Stadtmeister von Khefu

Die Steineiche steht hoch und gerade, überragt die anderen Bäume ringsum - Buchen wie Weiden, Tannen wie Fichten, sie ist stark und standhaft, keinem Sturm beugt sich ihr fester, breiter Stamm; es sei denn der Götter Ratschluß will es, daß der Sturm stärker ist - doch ungebeugt zerbirst sie sodann; Unterordnung und Verbeugung sind ihr fremd, sie kennt allenfalls die Niederlage, alldieweil es auf Deren immer einen gibt, der stärker, mächtiger und ausdauernder ist, und wenn nicht auf Deren, so doch stets in Alverans Höh'n. Allsodann wurde Brodegar in seinen Wandertagen in den nordischen Wäldern von den Nivesen und Elfen "der Baum" genannt. Denn Brodagar ist weit über zwei Schritt groß, hat Kräfte wie ein Bär und scheint jeder Lage gewachsen zu sein, überlegen und stolz.
Brodegar war als Sohn eines nostrischen Landadeligen geboren worden, lernte in Lowangen und Wehrheim das Kriegerhandwerk, nachdem er mit Vater und Vaterland gebrochen hatte. Doch blieb er stets ein Einzelgänger, der mit sich genug beschäftigt war, zwar immer fröhlich aber von allem kühl distanziert. Dies wurde ihm mehr als einmal als überheblicher Stolz vorgeworfen, worüber er nur lächelte, wußte er es doch besser. Schon bald ließ er die dichtbewohnten Gegenden des Mittelreichs hinter sich und durchstreifte den Norden, als einzelgängerischer Waldläufer. Im Svellttal kannte man ihn recht bald als "den mit der Ogerschelle", die er mit seinen Bärenkräften meisterlich zu führen versteht. Nach einigen Jahren aber setzte sich der Name durch, den ihm die Naturvölker des Nordens gaben: Der Baum. Brodegar der Baum - so erzählt man sich - soll gar einst einen Ringkampf mit einem Bären gewonnen haben.
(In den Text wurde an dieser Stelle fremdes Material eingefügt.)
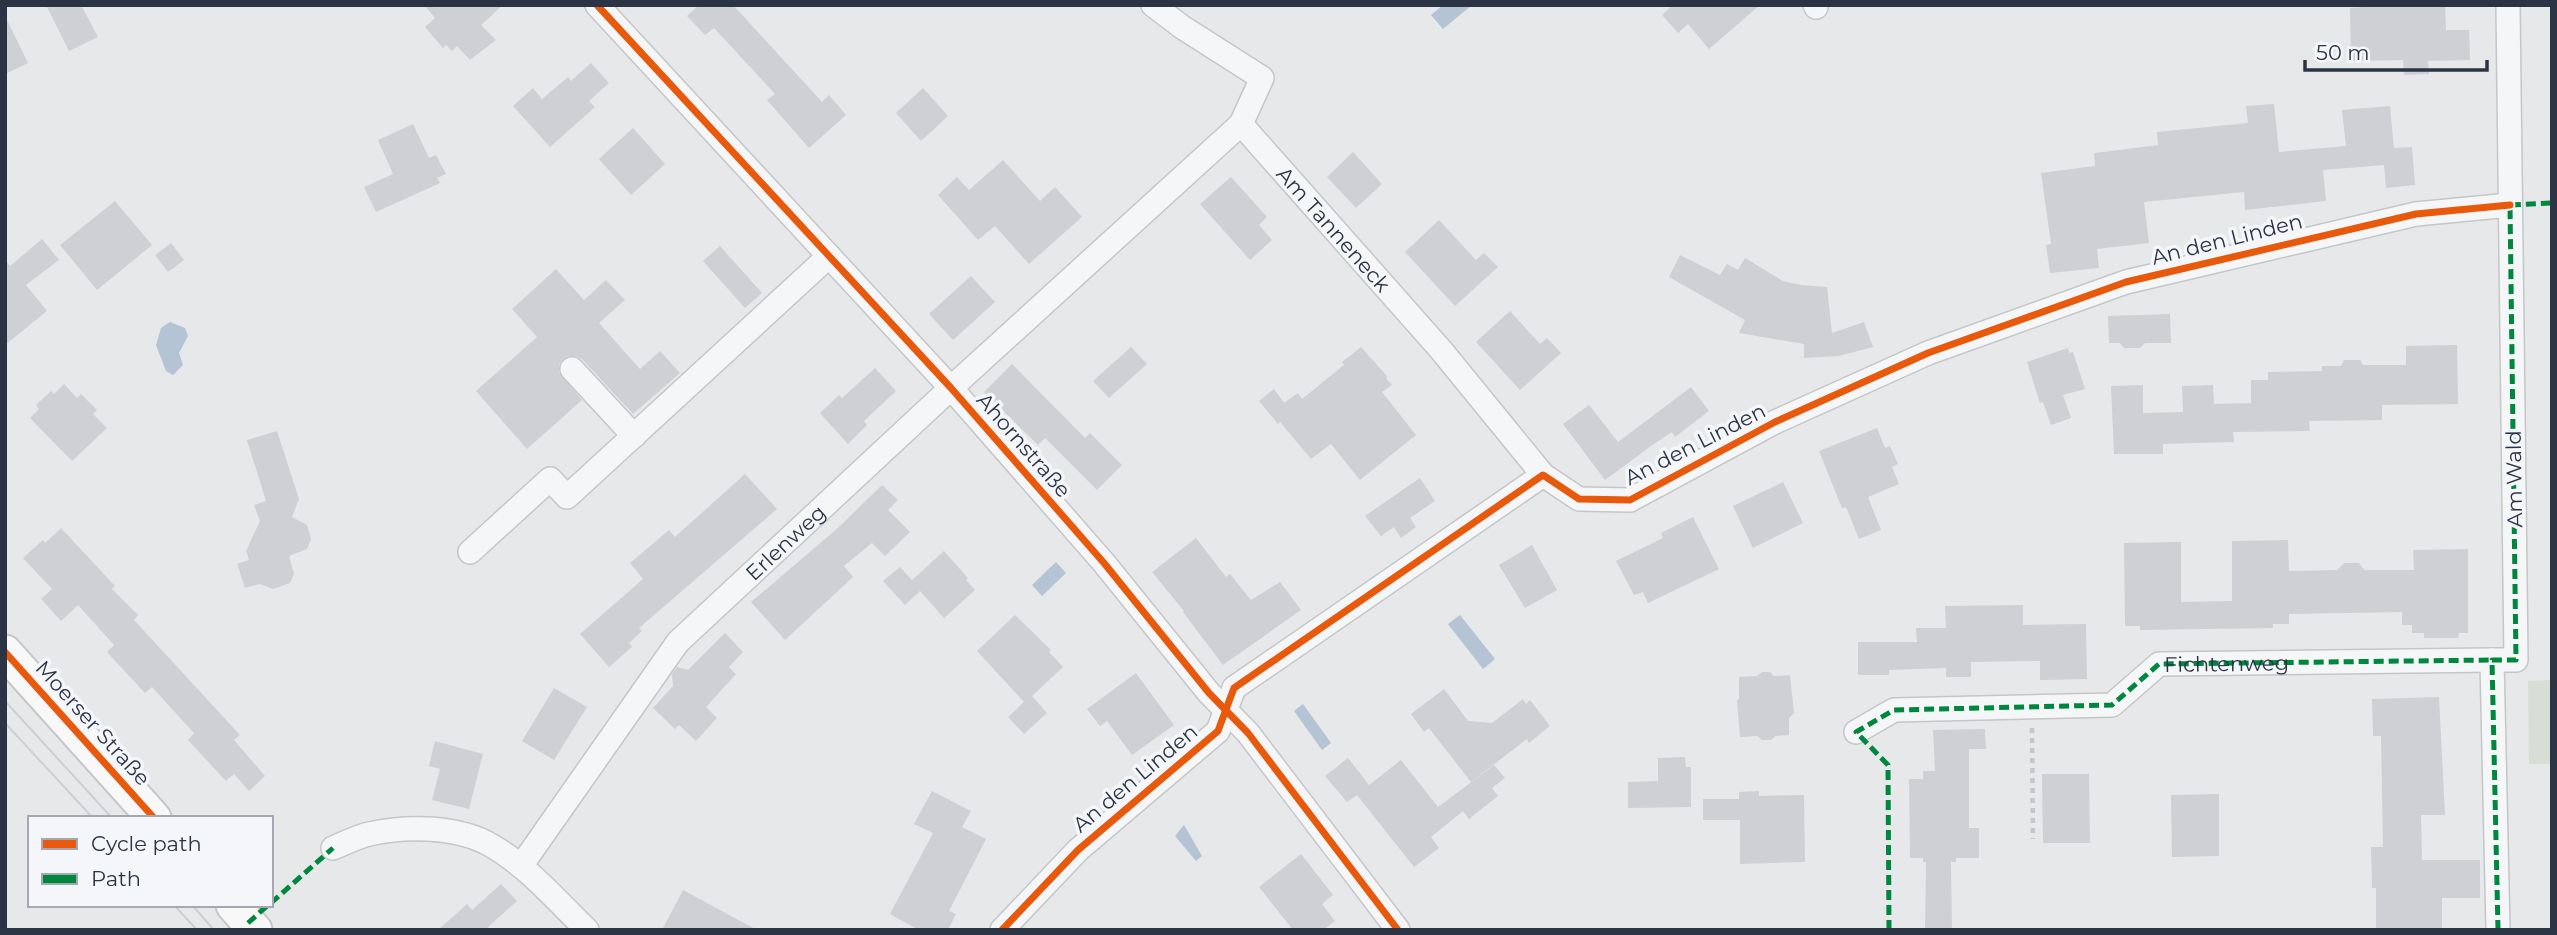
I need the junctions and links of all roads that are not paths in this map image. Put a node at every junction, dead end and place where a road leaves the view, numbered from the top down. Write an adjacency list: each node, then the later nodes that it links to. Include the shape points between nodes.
1 (597, 5): 6 (street, Ahornstraße)
2 (1153, 5): 4 (street, via 1262,79)
3 (2508, 5): 5 (street, Am Wald)
4 (1241, 124): 8 (street, Erlenweg); 10 (street, Am Tanneneck, via 1441,349)
5 (2510, 205): 10 (street, An den Linden, via 2416,214 2126,282 1928,353 1775,422 1630,500 1579,499); 13 (street, Am Wald, via 2516,660)
6 (829, 256): 8 (street, Ahornstraße); 9 (street)
7 (572, 369): 9 (street)
8 (951, 388): 14 (street, Ahornstraße); 18 (street, Erlenweg, via 678,642)
9 (634, 436): 11 (street, via 567,498 550,479)
10 (1543, 475): 14 (street, An den Linden, via 1234,688)
11 (470, 552)
12 (5, 652): 16 (main road, Moerser Straße)
13 (2492, 660): 15 (street, Fichtenweg, via 2159,664 2112,705 1894,709); 24 (street)
14 (1225, 710): 22 (street, An den Linden, via 1218,731 1078,850); 23 (street, Ahornstraße, via 1248,733)
15 (1856, 732)
16 (153, 816)
17 (333, 848): 18 (street, via 368,834 409,830 454,833 485,842)
18 (521, 866): 21 (street)
19 (235, 907): 20 (main road)
20 (255, 930)
21 (587, 930)
22 (1002, 930)
23 (1398, 930)
24 (2498, 930)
Aus unerfindlichgen Gründen aber siedelte Brodegar der Baum vor einigen Götterläufen in den Süden um; er, der offensichtlich ein Mann des Nordens ist, zog in den Süden! Es heißt, Nisut Peri kenne den Grund, sicher aber ist, daß es außer ihr und Brodegar selbst niemand sonst weiß - vielleicht Akîb Tiftal von Frencaal, doch der ist tot.
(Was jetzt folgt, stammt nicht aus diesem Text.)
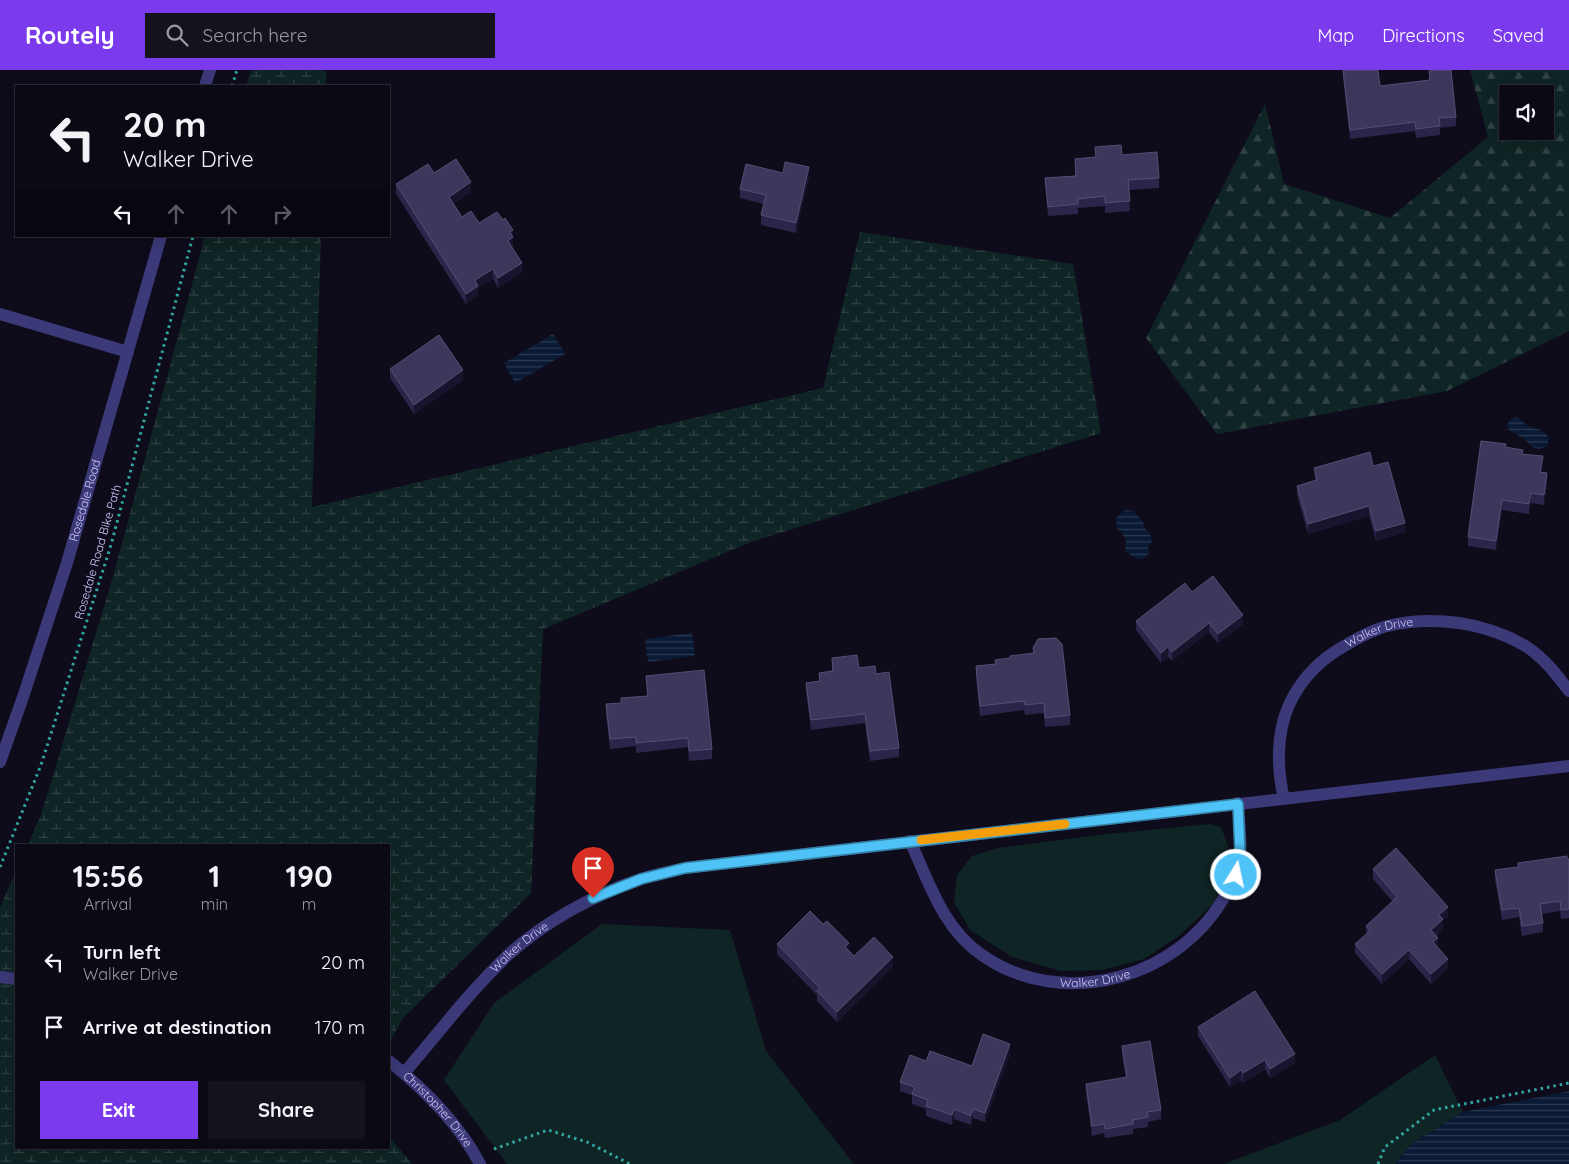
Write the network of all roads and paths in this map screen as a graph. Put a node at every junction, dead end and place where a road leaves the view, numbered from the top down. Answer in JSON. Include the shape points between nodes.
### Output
{"nodes":[{"id":1,"x":210,"y":70,"type":"edge"},
{"id":2,"x":237,"y":70,"type":"edge"},
{"id":3,"x":205,"y":85,"type":"edge"},
{"id":4,"x":232,"y":85,"type":"edge"},
{"id":5,"x":161,"y":237,"type":"edge"},
{"id":6,"x":193,"y":237,"type":"edge"},
{"id":7,"x":0,"y":314,"type":"edge"},
{"id":8,"x":128,"y":352,"type":"junction"},
{"id":9,"x":1569,"y":691,"type":"edge"},
{"id":10,"x":0,"y":762,"type":"edge"},
{"id":11,"x":1569,"y":766,"type":"edge"},
{"id":12,"x":1284,"y":799,"type":"junction"},
{"id":13,"x":1238,"y":804,"type":"junction"},
{"id":14,"x":910,"y":841,"type":"junction"},
{"id":15,"x":0,"y":867,"type":"edge"},
{"id":16,"x":0,"y":977,"type":"edge"},
{"id":17,"x":15,"y":980,"type":"edge"},
{"id":18,"x":390,"y":1062,"type":"edge"},
{"id":19,"x":404,"y":1073,"type":"junction"},
{"id":20,"x":1569,"y":1083,"type":"edge"},
{"id":21,"x":494,"y":1149,"type":"dead end"},
{"id":22,"x":480,"y":1164,"type":"edge"},
{"id":23,"x":630,"y":1164,"type":"edge"},
{"id":24,"x":1378,"y":1164,"type":"edge"}],
"edges":[{"from":1,"to":3,"type":"street"},
{"from":2,"to":4,"type":"path"},
{"from":5,"to":8,"type":"street","name":"Rosedale Road"},
{"from":6,"to":15,"type":"path","name":"Rosedale Road Bike Path","via":[[111,545],[41,765]]},
{"from":7,"to":8,"type":"street"},
{"from":8,"to":10,"type":"street","name":"Rosedale Road","via":[[64,572]]},
{"from":9,"to":12,"type":"street","name":"Walker Drive","via":[[1552,669],[1528,648],[1499,633],[1458,623],[1424,620],[1386,626],[1354,639],[1325,658],[1303,681],[1289,706],[1281,734],[1279,777]]},
{"from":11,"to":12,"type":"street","name":"Walker Drive"},
{"from":12,"to":13,"type":"street","name":"Walker Drive"},
{"from":13,"to":14,"type":"street","name":"Walker Drive"},
{"from":13,"to":14,"type":"street","name":"Walker Drive","via":[[1240,854],[1236,875],[1220,904],[1202,928],[1174,952],[1145,969],[1111,980],[1075,984],[1039,980],[1007,970],[981,955],[958,934],[942,912]]},
{"from":14,"to":19,"type":"street","name":"Walker Drive","via":[[685,868],[641,879],[593,898],[543,927],[508,955]]},
{"from":16,"to":17,"type":"street"},
{"from":18,"to":19,"type":"street","name":"Christopher Drive"},
{"from":19,"to":22,"type":"street","name":"Christopher Drive","via":[[446,1115]]},
{"from":20,"to":24,"type":"path","via":[[1434,1110],[1385,1147]]},
{"from":21,"to":23,"type":"path","via":[[548,1130],[588,1142]]}]}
Mit der ihm eigenen, kühl rationalen Denkweise, die im Süden so selten zu finden ist wie Schnee, war er genau der richtige, das Schlammloch Khefu zu verwalten, endlich Struktur in die Stadt zu bringen. So gelang es Brodegar, die Stadt tatsächlich in ihren technischen Mängeln zu verbessern, angefangen von der Sicherheit der Brücken bis hin zu der der Straßen, Bauvorschriften für die Häuser, Vorschriften zur Hygiene (die allerdings kaum eingehalten werden, trotz harter Strafen), die Konsolidierung der städtischen Finanzen etc. Lange Zeit sogar war Brodegar in Khefu und gar in Frencaal bekannter als der damalige Akîb Tiftal. Der Leistung Brodegars wurde auf Wunsch des seligen Akîb Rechnung getragen, indem die Cronstadt aus der Ta'akîb Frencaal gelöst und der Nisut selbst unterstellt wurde.
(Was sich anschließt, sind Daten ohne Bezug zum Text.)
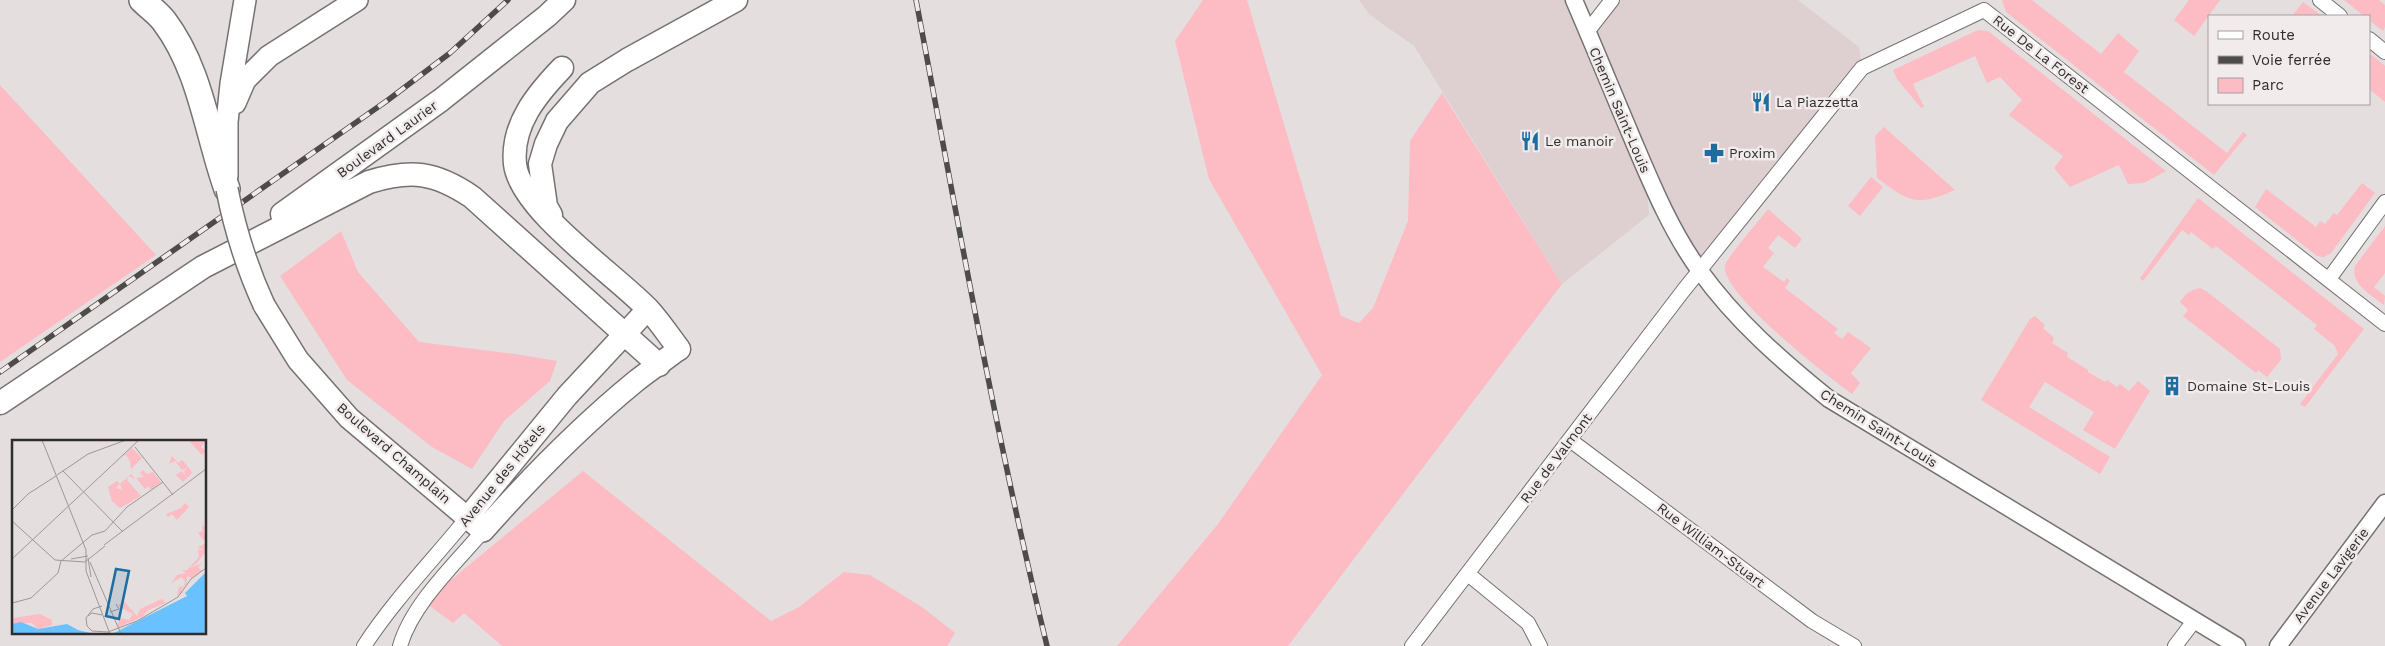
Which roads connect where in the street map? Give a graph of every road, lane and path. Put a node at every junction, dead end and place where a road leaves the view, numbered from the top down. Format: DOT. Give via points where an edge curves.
graph roads {
  1 [pos="142,0"];
  2 [pos="245,0"];
  3 [pos="357,0"];
  4 [pos="564,0"];
  5 [pos="736,0"];
  6 [pos="1574,0"];
  7 [pos="1612,0"];
  8 [pos="2320,0"];
  9 [pos="1986,5"];
  10 [pos="2339,15"];
  11 [pos="1588,32"];
  12 [pos="2370,40"];
  13 [pos="2385,52"];
  14 [pos="562,68"];
  15 [pos="227,122"];
  16 [pos="221,152"];
  17 [pos="227,189"];
  18 [pos="2385,202"];
  19 [pos="562,233"];
  20 [pos="202,267"];
  21 [pos="1700,271"];
  22 [pos="2329,279"];
  23 [pos="648,309"];
  24 [pos="2385,324"];
  25 [pos="624,334"];
  26 [pos="679,349"];
  27 [pos="659,365"];
  28 [pos="0,403"];
  29 [pos="1570,440"];
  30 [pos="2385,503"];
  31 [pos="475,524"];
  32 [pos="1468,574"];
  33 [pos="2194,621"];
  34 [pos="364,646"];
  35 [pos="400,646"];
  36 [pos="1412,646"];
  37 [pos="1540,646"];
  38 [pos="1854,646"];
  39 [pos="2175,646"];
  40 [pos="2237,646"];
  41 [pos="2278,646"];
  1 -- 16 [label="highway" via="164,20 186,58"];
  2 -- 15 [label="main road"];
  3 -- 15 [label="main road" via="269,56 245,80"];
  4 -- 20 [label="highway, Boulevard Laurier" via="441,100 324,186"];
  5 -- 19 [label="highway" via="590,84 557,121 540,164 546,206"];
  6 -- 11 [label="street, Chemin Saint-Louis"];
  7 -- 11 [label="street"];
  8 -- 10 [label="street"];
  9 -- 21 [label="street, Rue De La Forest" via="1862,68"];
  9 -- 22 [label="street, Rue De La Forest"];
  11 -- 21 [label="street, Chemin Saint-Louis" via="1646,172"];
  12 -- 13 [label="street"];
  14 -- 19 [label="highway" via="526,111 517,138 515,164 526,190"];
  15 -- 16 [label="main road"];
  16 -- 17 [label="highway"];
  17 -- 31 [label="main road, Boulevard Champlain, bridge" via="250,275 264,305 298,360 349,418"];
  18 -- 22 [label="street"];
  19 -- 23 [label="highway"];
  20 -- 25 [label="highway" via="368,182 413,174 438,179 472,197"];
  20 -- 28 [label="highway"];
  21 -- 29 [label="street, Rue de Valmont"];
  21 -- 33 [label="street, Chemin Saint-Louis" via="1776,356 1829,399"];
  22 -- 24 [label="street, Rue De La Forest"];
  23 -- 25 [label="main road, Avenue des Hôtels"];
  23 -- 26 [label="highway"];
  25 -- 27 [label="highway"];
  25 -- 31 [label="main road, Avenue des Hôtels" via="567,396"];
  26 -- 27 [label="main road, Avenue des Hôtels"];
  27 -- 31 [label="main road, Avenue des Hôtels" via="594,419 518,493"];
  29 -- 32 [label="street, Rue de Valmont"];
  29 -- 38 [label="street, Rue William-Stuart" via="1812,621"];
  30 -- 41 [label="street, Avenue Lavigerie"];
  31 -- 34 [label="street, Avenue des Hôtels" via="411,583"];
  31 -- 35 [label="street, Avenue des Hôtels" via="410,622"];
  32 -- 36 [label="street, Rue de Valmont"];
  32 -- 37 [label="street" via="1528,623"];
  33 -- 39 [label="street"];
  33 -- 40 [label="street, Chemin Saint-Louis"];
}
Schwer traf die Stadt die vom Namenlosen gesandte Pest, die Adelige wie Bürger dahinraffte und die halbe Bevölkerung zum Herrn BORon schickte. In dieser Zeit war Brodegar angespannt und ständig dabei, Abhilfe zu schaffen, wo immer es ihm möglich war. Sein frisches, stets freundliches Gesicht und seine tiefe, ruhige Stimme spendeten Trost, seine hohe, gerade Gestalt gab Mut.
Heute begnügt sich der inzwischen alte Mann damit, "seine" Stadt vor dem stetigen Wandel um sie herum zu schützen, und die Probleme im Inneren zu deeskalieren.